■ Data extract

----------------

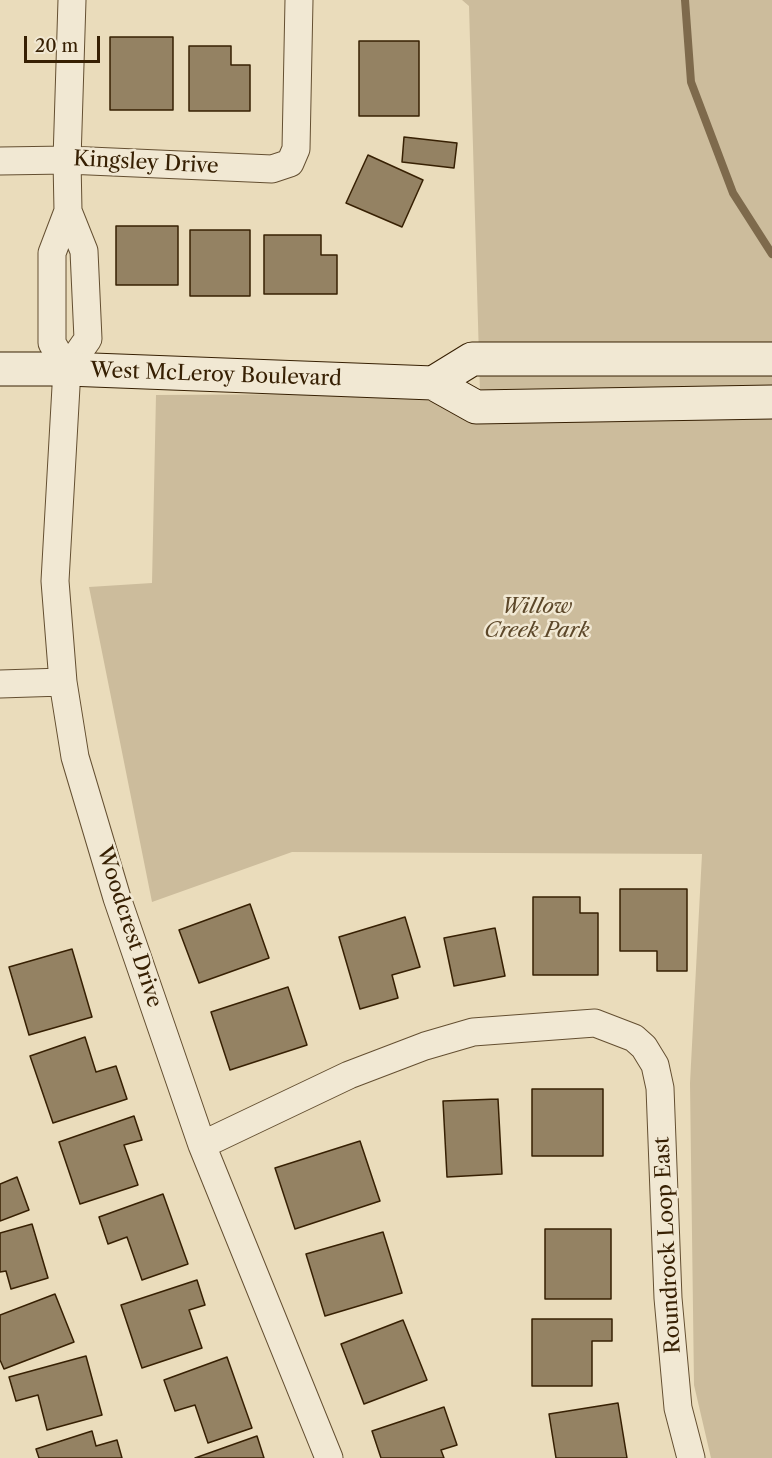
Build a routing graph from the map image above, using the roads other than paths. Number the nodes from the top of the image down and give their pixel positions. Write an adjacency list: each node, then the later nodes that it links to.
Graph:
1 (72, 0): 3 (street)
2 (299, 0): 3 (street, Kingsley Drive)
3 (67, 160): 4 (street, Kingsley Drive); 5 (street)
4 (0, 161)
5 (68, 211): 8 (street); 8 (street)
6 (772, 359): 9 (main road)
7 (0, 369): 8 (main road, West McLeroy Boulevard)
8 (67, 369): 9 (main road, West McLeroy Boulevard); 11 (street, Woodcrest Drive)
9 (433, 383): 10 (main road, West McLeroy Boulevard)
10 (772, 402)
11 (63, 682): 12 (street); 13 (street, Woodcrest Drive)
12 (0, 684)
13 (202, 1145): 14 (street, Woodcrest Drive); 15 (street, Roundrock Loop East)
14 (329, 1458)
15 (691, 1458)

----------------

■ Exercise prompt
Exact copy, no images: rewrite the entire listing above.

■ Result below
Build a routing graph from the map image above, using the roads other than paths. Number the nodes from the top of the image down and give their pixel positions. Write an adjacency list: each node, then the later nodes that it links to.
Graph:
1 (72, 0): 3 (street)
2 (299, 0): 3 (street, Kingsley Drive)
3 (67, 160): 4 (street, Kingsley Drive); 5 (street)
4 (0, 161)
5 (68, 211): 8 (street); 8 (street)
6 (772, 359): 9 (main road)
7 (0, 369): 8 (main road, West McLeroy Boulevard)
8 (67, 369): 9 (main road, West McLeroy Boulevard); 11 (street, Woodcrest Drive)
9 (433, 383): 10 (main road, West McLeroy Boulevard)
10 (772, 402)
11 (63, 682): 12 (street); 13 (street, Woodcrest Drive)
12 (0, 684)
13 (202, 1145): 14 (street, Woodcrest Drive); 15 (street, Roundrock Loop East)
14 (329, 1458)
15 (691, 1458)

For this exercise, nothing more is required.